OP, you'll find loads of support, on This thread.

Thanks for starting this thread. I've recently learnt i'll be offered chemo and then radiotherapy for a form of fast-growing non-hodgkin lymphoma. Until last week i'd been told it was a follicular lymphoma and very slow growing so unlikely to need treatment soon, but having had a letter last week saying they were referring me for chemo etc its been really hard to stop worrying.

Like you OP, I've never felt unwell (found a painless lump on my tonsils which i 'knew' was cancerous, and unfortunately i was right), and have 2 children of similar ages. It seems so counter-intuitive to sign up for a treatment that makes you feel (and possibly look) awful! I have a consultant appointment next week, so hopefully will find out more then, but otherwise relying on macmillan and other websites for info on what to expect, which isn't really helping as the list of side effects is so long and scary!

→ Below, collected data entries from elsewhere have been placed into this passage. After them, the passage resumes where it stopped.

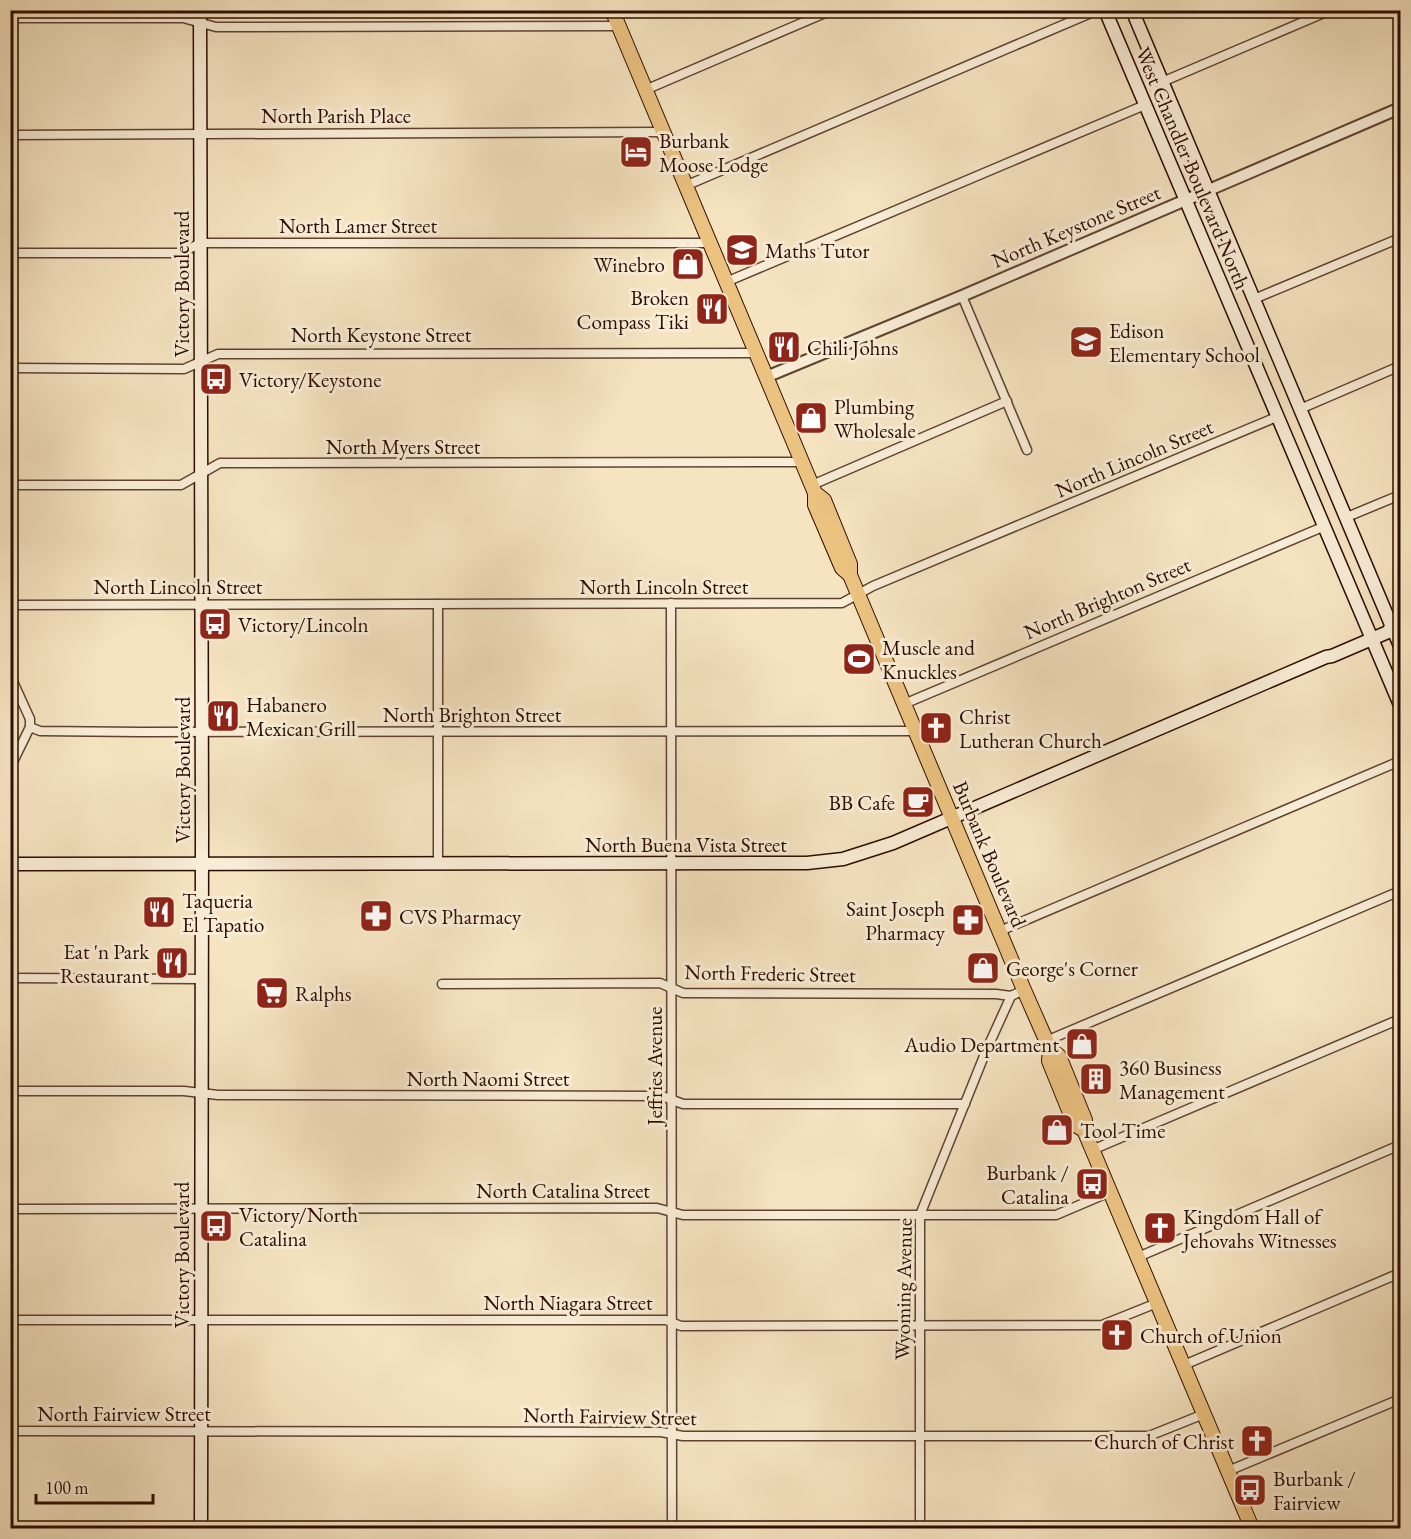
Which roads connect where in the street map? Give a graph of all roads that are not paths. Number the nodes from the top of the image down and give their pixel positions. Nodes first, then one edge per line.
1 (612, 10) edge
2 (832, 10) edge
3 (1098, 10) edge
4 (1105, 10) edge
5 (1132, 10) edge
6 (1331, 10) edge
7 (200, 16) edge
8 (10, 18) edge
9 (618, 26) junction
10 (1162, 82) junction
11 (645, 90) junction
12 (1145, 105) junction
13 (1401, 108) edge
14 (662, 132) junction
15 (201, 134) junction
16 (10, 135) edge
17 (685, 186) junction
18 (1208, 191) junction
19 (1186, 200) junction
20 (1401, 238) edge
21 (200, 243) junction
22 (709, 243) junction
23 (10, 253) edge
24 (726, 282) junction
25 (962, 296) junction
26 (1254, 299) junction
27 (755, 352) junction
28 (201, 361) junction
29 (1401, 366) edge
30 (10, 368) edge
31 (766, 377) junction
32 (1007, 402) junction
33 (1300, 409) junction
34 (1279, 416) junction
35 (1027, 450) dead end
36 (802, 462) junction
37 (201, 475) junction
38 (10, 485) edge
39 (814, 489) junction
40 (1401, 495) edge
41 (1347, 517) junction
42 (1325, 526) junction
43 (858, 595) junction
44 (201, 603) junction
45 (671, 603) junction
46 (438, 604) junction
47 (10, 605) edge
48 (1398, 632) edge
49 (1372, 640) junction
50 (10, 675) edge
51 (904, 704) junction
52 (1401, 705) edge
53 (30, 727) junction
54 (202, 731) junction
55 (672, 731) junction
56 (915, 731) junction
57 (438, 732) junction
58 (1401, 761) edge
59 (10, 768) edge
60 (952, 817) junction
61 (10, 864) edge
62 (202, 864) junction
63 (438, 864) junction
64 (672, 864) junction
65 (1401, 891) edge
66 (1000, 931) junction
67 (10, 978) edge
68 (201, 979) junction
69 (442, 984) dead end
70 (671, 988) junction
71 (1018, 993) junction
72 (1401, 1019) edge
73 (1048, 1045) junction
74 (10, 1091) edge
75 (200, 1093) junction
76 (672, 1099) junction
77 (965, 1104) junction
78 (1401, 1145) edge
79 (1092, 1150) junction
80 (1110, 1192) junction
81 (201, 1208) junction
82 (10, 1209) edge
83 (672, 1212) junction
84 (920, 1215) junction
85 (1138, 1257) junction
86 (1401, 1273) edge
87 (1157, 1303) junction
88 (201, 1319) junction
89 (10, 1320) edge
90 (672, 1322) junction
91 (920, 1326) junction
92 (1184, 1365) junction
93 (1401, 1399) edge
94 (1204, 1414) junction
95 (10, 1431) edge
96 (200, 1432) junction
97 (672, 1434) junction
98 (920, 1436) junction
99 (1228, 1471) junction
100 (1247, 1527) edge
101 (201, 1528) edge
102 (672, 1528) edge
103 (920, 1528) edge

1 - 9 main road, Burbank Boulevard
2 - 11 street
3 - 17 street
4 - 12 main road, West Chandler Boulevard North
5 - 10 main road
6 - 10 street
7 - 8 street
7 - 9 street
7 - 15 main road, Victory Boulevard
9 - 11 main road, Burbank Boulevard
10 - 18 main road
11 - 14 main road, Burbank Boulevard
12 - 19 main road, West Chandler Boulevard North
12 - 24 street
13 - 18 street, North Keystone Street
14 - 15 street, North Parish Place
14 - 17 main road, Burbank Boulevard
15 - 16 street, North Parish Place
15 - 21 main road, Victory Boulevard
17 - 22 main road, Burbank Boulevard
18 - 19 street, North Keystone Street
18 - 26 main road
19 - 25 street, North Keystone Street
19 - 34 main road, West Chandler Boulevard North
20 - 26 street
21 - 22 street, North Lamer Street
21 - 23 street, North Lamer Street
21 - 28 main road, Victory Boulevard
22 - 24 main road, Burbank Boulevard
24 - 27 main road, Burbank Boulevard
25 - 31 street, North Keystone Street
25 - 32 street
26 - 33 main road
27 - 28 street, North Keystone Street
27 - 31 main road, Burbank Boulevard
28 - 30 street, North Keystone Street
28 - 37 main road, Victory Boulevard
29 - 33 street
31 - 36 main road, Burbank Boulevard
32 - 35 street
32 - 39 street
33 - 41 main road
34 - 42 main road, West Chandler Boulevard North
34 - 43 street, North Lincoln Street
36 - 37 street, North Myers Street
36 - 39 main road, Burbank Boulevard
37 - 38 street, North Myers Street
37 - 44 main road, Victory Boulevard
39 - 43 main road, Burbank Boulevard
40 - 41 street
41 - 48 main road
42 - 49 main road, West Chandler Boulevard North
42 - 51 street, North Brighton Street
43 - 45 street, North Lincoln Street
43 - 51 main road, Burbank Boulevard
44 - 46 street, North Lincoln Street
44 - 47 street, North Lincoln Street
44 - 54 main road, Victory Boulevard
45 - 46 street, North Lincoln Street
45 - 55 street, Jeffries Avenue
46 - 57 street
48 - 49 main road, North Buena Vista Street
49 - 52 main road, West Chandler Boulevard North
49 - 60 main road, North Buena Vista Street
50 - 53 street
51 - 56 main road, Burbank Boulevard
53 - 54 street, North Brighton Street
53 - 59 street
54 - 57 street, North Brighton Street
54 - 62 main road, Victory Boulevard
55 - 56 street, North Brighton Street
55 - 57 street, North Brighton Street
55 - 64 street, Jeffries Avenue
56 - 60 main road, Burbank Boulevard
57 - 63 street
58 - 66 street
60 - 64 main road, North Buena Vista Street
60 - 66 main road, Burbank Boulevard
61 - 62 main road, North Buena Vista Street
62 - 63 main road, North Buena Vista Street
62 - 68 main road, Victory Boulevard
63 - 64 main road, North Buena Vista Street
64 - 70 street, Jeffries Avenue
65 - 73 street
66 - 71 main road, Burbank Boulevard
67 - 68 street
68 - 75 main road, Victory Boulevard
69 - 70 street, North Frederic Street
70 - 71 street, North Frederic Street
70 - 76 street, Jeffries Avenue
71 - 73 main road, Burbank Boulevard
71 - 77 street, Wyoming Avenue
72 - 79 street
73 - 79 main road, Burbank Boulevard
74 - 75 street, North Naomi Street
75 - 76 street, North Naomi Street
75 - 81 main road, Victory Boulevard
76 - 77 street, North Naomi Street
76 - 83 street, Jeffries Avenue
77 - 84 street, Wyoming Avenue
78 - 85 street
79 - 80 main road, Burbank Boulevard
80 - 84 street, North Catalina Street
80 - 85 main road, Burbank Boulevard
81 - 82 street, North Catalina Street
81 - 83 street, North Catalina Street
81 - 88 main road, Victory Boulevard
83 - 84 street, North Catalina Street
83 - 90 street, Jeffries Avenue
84 - 91 street, Wyoming Avenue
85 - 87 main road, Burbank Boulevard
86 - 92 street
87 - 91 street, North Niagara Street
87 - 92 main road, Burbank Boulevard
88 - 89 street, North Niagara Street
88 - 90 street, North Niagara Street
88 - 96 main road, Victory Boulevard
90 - 91 street, North Niagara Street
90 - 97 street, Jeffries Avenue
91 - 98 street, Wyoming Avenue
92 - 94 main road, Burbank Boulevard
93 - 99 street
94 - 98 street, North Fairview Street
94 - 99 main road, Burbank Boulevard
95 - 96 street, North Fairview Street
96 - 97 street, North Fairview Street
96 - 101 main road, Victory Boulevard
97 - 98 street, North Fairview Street
97 - 102 street, Jeffries Avenue
98 - 103 street, Wyoming Avenue
99 - 100 main road, Burbank Boulevard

I'd love to know how people got on talking to their kids about it, the side effects, and how soon these wore off! Were people able to carry on doing normal things inbetween rounds of chemo (I have no real idea what the actual treatment involes yet!).

Thank you for this. I will probably be me at the end of October. Just waiting to see if my cancer has spread past my lymph nodes.

any advice is most welcome. Particularly how to tell my 7 and 10 yr old.